Hundreds flocked to terraces and rooftops to unfurl their kites towards the sky at the Uttarayan festival in the western Indian state of Gujarat over the weekend.
The victims reportedly bled to death when the razor-sharp kite strings became entangled around their necks, officials told the Press Trust of India (PTI). At least another 176 people were injured due to cuts and falls.
Some participants are known to coat their kite strings with powdered glass in order to slice their opponent’s cords while in the air. Although the practice has been banned since 2016, critics say it is rarely enforced.
A two-year-old girl reportedly died after a kite string struck her neck while riding on a scooter with her father, PTI cited an official from Bortalav police station as saying.
The girl, known only as Kirti, is said to have died during treatment at a hospital on Sunday.
Another girl, aged three, was walking home with her mother in Visnagar town on Saturday when a string cut her neck. She was taken to hospital but was declared dead on arrival, a Visnagar police official said.
Rishabh Verma, a seven-year-old boy riding on a scooter with his parents, was also struck by a string in Rajkot, an official from Aji Dam police station said.
According to police, similar incidents were reported in Vadodara, Kutch and Gandhinagar districts, where three men were killed in similar circumstances.
Nikunj Sharma, a campaigner for People for the Ethical Treatment of Animals (Peta) India, previously told the Guardian the use of manja, the nylon string used to fly kites instead of cotton, could make injuries severe. “Unlike cotton strings these are non-biodegradable, don’t break easily and continue to cause injuries months after the festival,” Sharma said.
In Ahmedabad, Gujarat’s largest city, the police department warned against using the coated kites at the festival.
“Do not use deadly Chinese manja to fly kites,” it said.
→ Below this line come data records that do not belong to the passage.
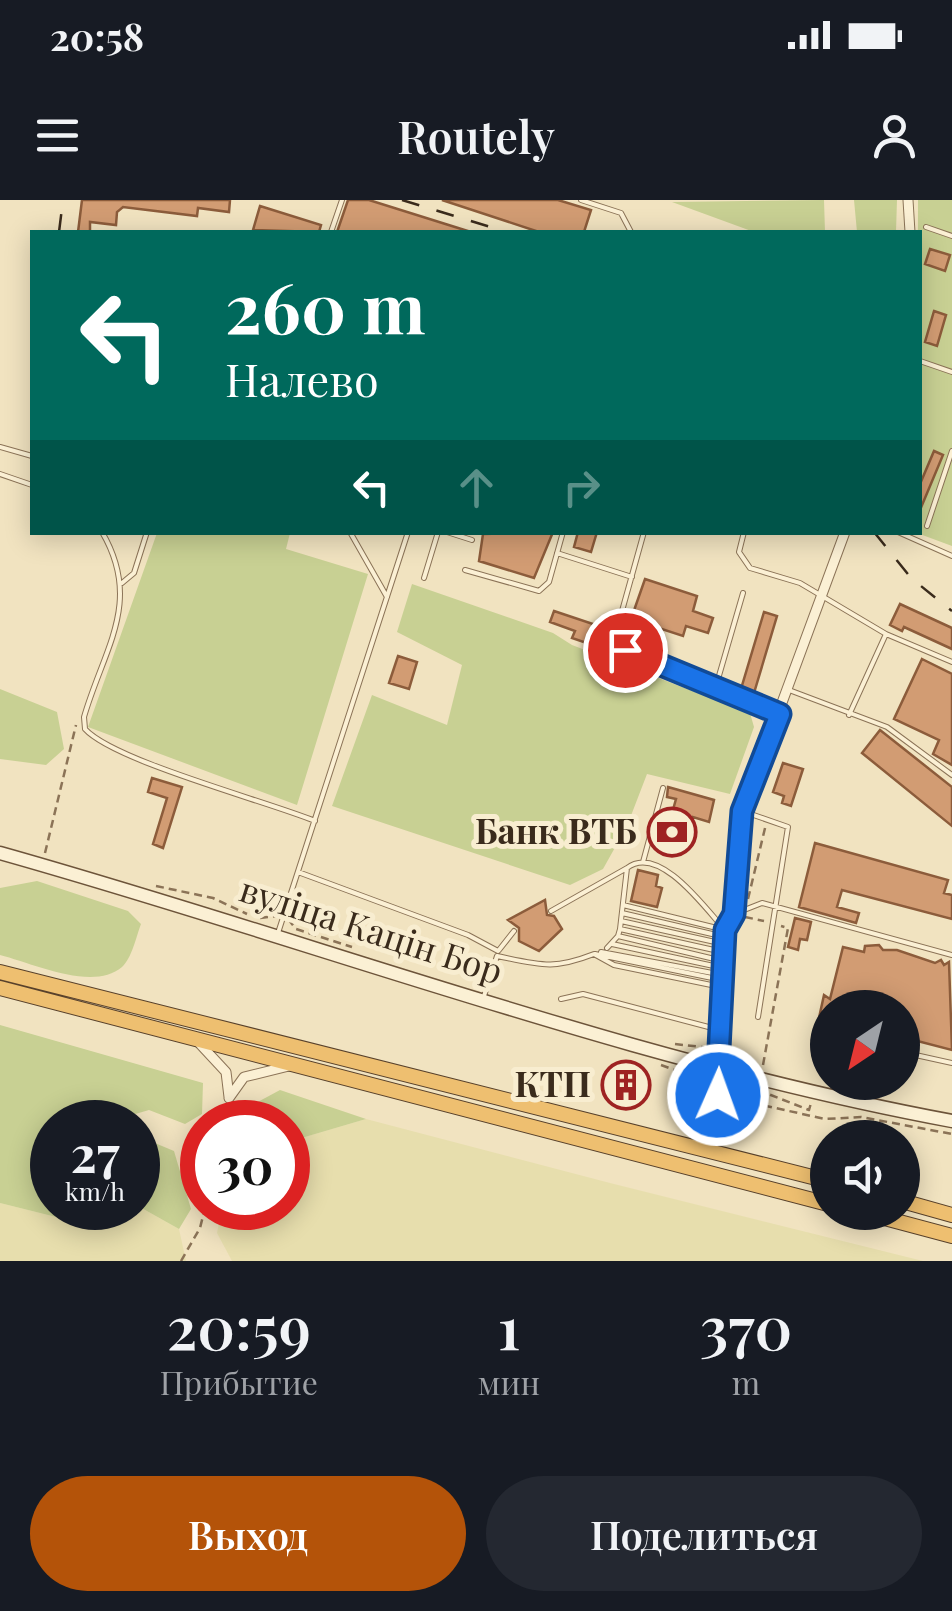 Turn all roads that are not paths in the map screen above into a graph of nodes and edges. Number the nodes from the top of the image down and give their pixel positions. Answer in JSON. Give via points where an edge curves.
{"nodes":[{"id":1,"x":342,"y":200,"type":"edge"},
{"id":2,"x":581,"y":200,"type":"edge"},
{"id":3,"x":908,"y":200,"type":"edge"},
{"id":4,"x":926,"y":227,"type":"dead end"},
{"id":5,"x":332,"y":230,"type":"edge"},
{"id":6,"x":630,"y":230,"type":"edge"},
{"id":7,"x":910,"y":230,"type":"edge"},
{"id":8,"x":952,"y":236,"type":"edge"},
{"id":9,"x":922,"y":361,"type":"edge"},
{"id":10,"x":952,"y":372,"type":"edge"},
{"id":11,"x":0,"y":447,"type":"edge"},
{"id":12,"x":952,"y":451,"type":"edge"},
{"id":13,"x":30,"y":455,"type":"edge"},
{"id":14,"x":0,"y":474,"type":"edge"},
{"id":15,"x":30,"y":484,"type":"edge"},
{"id":16,"x":927,"y":526,"type":"dead end"},
{"id":17,"x":104,"y":535,"type":"edge"},
{"id":18,"x":146,"y":535,"type":"edge"},
{"id":19,"x":352,"y":535,"type":"edge"},
{"id":20,"x":407,"y":535,"type":"edge"},
{"id":21,"x":437,"y":535,"type":"edge"},
{"id":22,"x":456,"y":535,"type":"edge"},
{"id":23,"x":562,"y":535,"type":"edge"},
{"id":24,"x":643,"y":535,"type":"edge"},
{"id":25,"x":743,"y":535,"type":"edge"},
{"id":26,"x":844,"y":535,"type":"edge"},
{"id":27,"x":905,"y":535,"type":"edge"},
{"id":28,"x":472,"y":540,"type":"dead end"},
{"id":29,"x":557,"y":553,"type":"junction"},
{"id":30,"x":952,"y":556,"type":"edge"},
{"id":31,"x":465,"y":570,"type":"dead end"},
{"id":32,"x":632,"y":577,"type":"junction"},
{"id":33,"x":424,"y":578,"type":"dead end"},
{"id":34,"x":122,"y":583,"type":"junction"},
{"id":35,"x":743,"y":593,"type":"dead end"},
{"id":36,"x":387,"y":597,"type":"junction"},
{"id":37,"x":824,"y":598,"type":"junction"},
{"id":38,"x":886,"y":634,"type":"junction"},
{"id":39,"x":952,"y":662,"type":"edge"},
{"id":40,"x":716,"y":686,"type":"junction"},
{"id":41,"x":789,"y":690,"type":"junction"},
{"id":42,"x":780,"y":714,"type":"junction"},
{"id":43,"x":848,"y":715,"type":"junction"},
{"id":44,"x":952,"y":774,"type":"edge"},
{"id":45,"x":664,"y":788,"type":"dead end"},
{"id":46,"x":742,"y":811,"type":"junction"},
{"id":47,"x":315,"y":821,"type":"junction"},
{"id":48,"x":0,"y":853,"type":"edge"},
{"id":49,"x":643,"y":862,"type":"junction"},
{"id":50,"x":627,"y":868,"type":"junction"},
{"id":51,"x":297,"y":872,"type":"junction"},
{"id":52,"x":623,"y":905,"type":"junction"},
{"id":53,"x":775,"y":906,"type":"junction"},
{"id":54,"x":551,"y":911,"type":"dead end"},
{"id":55,"x":734,"y":914,"type":"junction"},
{"id":56,"x":621,"y":917,"type":"junction"},
{"id":57,"x":620,"y":928,"type":"junction"},
{"id":58,"x":514,"y":931,"type":"dead end"},
{"id":59,"x":278,"y":933,"type":"junction"},
{"id":60,"x":618,"y":936,"type":"junction"},
{"id":61,"x":612,"y":944,"type":"junction"},
{"id":62,"x":600,"y":952,"type":"junction"},
{"id":63,"x":498,"y":953,"type":"junction"},
{"id":64,"x":952,"y":955,"type":"edge"},
{"id":65,"x":723,"y":959,"type":"junction"},
{"id":66,"x":0,"y":972,"type":"edge"},
{"id":67,"x":0,"y":988,"type":"edge"},
{"id":68,"x":482,"y":998,"type":"junction"},
{"id":69,"x":561,"y":999,"type":"dead end"},
{"id":70,"x":758,"y":1017,"type":"dead end"},
{"id":71,"x":723,"y":1031,"type":"junction"},
{"id":72,"x":189,"y":1037,"type":"junction"},
{"id":73,"x":920,"y":1056,"type":"edge"},
{"id":74,"x":952,"y":1063,"type":"edge"},
{"id":75,"x":297,"y":1065,"type":"junction"},
{"id":76,"x":722,"y":1072,"type":"junction"},
{"id":77,"x":952,"y":1121,"type":"edge"},
{"id":78,"x":706,"y":1149,"type":"junction"},
{"id":79,"x":810,"y":1177,"type":"edge"},
{"id":80,"x":810,"y":1199,"type":"edge"},
{"id":81,"x":920,"y":1207,"type":"edge"},
{"id":82,"x":952,"y":1215,"type":"edge"},
{"id":83,"x":920,"y":1227,"type":"edge"},
{"id":84,"x":952,"y":1236,"type":"edge"}],
"edges":[{"from":1,"to":5,"type":"lane"},
{"from":2,"to":6,"type":"lane","via":[[621,213]]},
{"from":3,"to":7,"type":"street"},
{"from":4,"to":8,"type":"lane"},
{"from":9,"to":10,"type":"lane"},
{"from":11,"to":13,"type":"lane"},
{"from":12,"to":16,"type":"lane"},
{"from":14,"to":15,"type":"lane"},
{"from":17,"to":34,"type":"lane"},
{"from":18,"to":34,"type":"lane","via":[[134,573]]},
{"from":19,"to":36,"type":"lane"},
{"from":20,"to":36,"type":"lane"},
{"from":21,"to":33,"type":"lane"},
{"from":22,"to":28,"type":"lane"},
{"from":23,"to":29,"type":"lane"},
{"from":24,"to":32,"type":"lane"},
{"from":25,"to":37,"type":"lane","via":[[742,562]]},
{"from":26,"to":37,"type":"street"},
{"from":27,"to":30,"type":"lane"},
{"from":29,"to":31,"type":"lane","via":[[549,582],[539,591]]},
{"from":29,"to":32,"type":"lane"},
{"from":32,"to":40,"type":"lane","via":[[616,644]]},
{"from":34,"to":47,"type":"lane","via":[[86,728],[105,744]]},
{"from":35,"to":40,"type":"lane"},
{"from":36,"to":47,"type":"lane"},
{"from":37,"to":38,"type":"lane"},
{"from":37,"to":41,"type":"street"},
{"from":38,"to":39,"type":"lane"},
{"from":38,"to":43,"type":"lane"},
{"from":40,"to":42,"type":"lane"},
{"from":41,"to":42,"type":"street"},
{"from":41,"to":43,"type":"lane"},
{"from":42,"to":46,"type":"street"},
{"from":43,"to":44,"type":"lane","via":[[887,727]]},
{"from":45,"to":49,"type":"lane"},
{"from":46,"to":53,"type":"lane","via":[[788,827]]},
{"from":46,"to":55,"type":"street"},
{"from":47,"to":51,"type":"lane"},
{"from":48,"to":59,"type":"main road","name":"вуліца Кацін Бор"},
{"from":49,"to":50,"type":"lane"},
{"from":49,"to":65,"type":"lane","via":[[683,882]]},
{"from":50,"to":52,"type":"lane"},
{"from":50,"to":54,"type":"lane"},
{"from":51,"to":59,"type":"lane"},
{"from":51,"to":63,"type":"lane","via":[[468,934]]},
{"from":52,"to":56,"type":"lane"},
{"from":52,"to":65,"type":"lane"},
{"from":53,"to":55,"type":"lane","via":[[762,903]]},
{"from":53,"to":64,"type":"lane"},
{"from":53,"to":70,"type":"lane"},
{"from":55,"to":65,"type":"street"},
{"from":56,"to":57,"type":"lane"},
{"from":56,"to":65,"type":"lane"},
{"from":57,"to":60,"type":"lane"},
{"from":57,"to":65,"type":"lane"},
{"from":58,"to":63,"type":"lane"},
{"from":59,"to":68,"type":"main road","name":"вуліца Кацін Бор"},
{"from":60,"to":61,"type":"lane"},
{"from":60,"to":65,"type":"lane"},
{"from":61,"to":62,"type":"lane"},
{"from":61,"to":65,"type":"lane"},
{"from":62,"to":63,"type":"lane","via":[[569,966]]},
{"from":62,"to":65,"type":"lane"},
{"from":62,"to":65,"type":"lane","via":[[614,966]]},
{"from":63,"to":68,"type":"lane"},
{"from":65,"to":71,"type":"street"},
{"from":66,"to":78,"type":"highway"},
{"from":67,"to":72,"type":"highway"},
{"from":68,"to":76,"type":"main road","name":"вуліца Кацін Бор"},
{"from":69,"to":71,"type":"lane","via":[[583,994]]},
{"from":71,"to":76,"type":"street"},
{"from":72,"to":75,"type":"highway"},
{"from":72,"to":75,"type":"street","via":[[220,1062],[229,1098],[244,1077]]},
{"from":73,"to":74,"type":"lane"},
{"from":75,"to":80,"type":"highway"},
{"from":76,"to":77,"type":"main road","name":"вуліца Кацін Бор"},
{"from":76,"to":78,"type":"street"},
{"from":78,"to":79,"type":"highway"},
{"from":81,"to":82,"type":"highway"},
{"from":83,"to":84,"type":"highway"}]}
Police urged participants to be careful while flying kites during the festival, saying the “momentary fun” of cutting another kite could come at the cost of someone’s life.
However, Jayesh Shinde, an activist campaigning against the use of manja, said the government had failed to uphold the ban and should compensate victims for their treatment.
“Citizens should not have to pay for the lackadaisical attitude of the government machinery. If the official ban is not being implemented, then the government should offer compensation to victims,” the Times of India quoted Shinde as saying.
The popular festival marks the onset of spring where kite-flying is often used during celebrations across the country.
Hundreds of birds also fly into the kite strings or are entangled in them, causing deep cuts to their wings, nerve injuries, fractures, dislocations and, in many cases, death.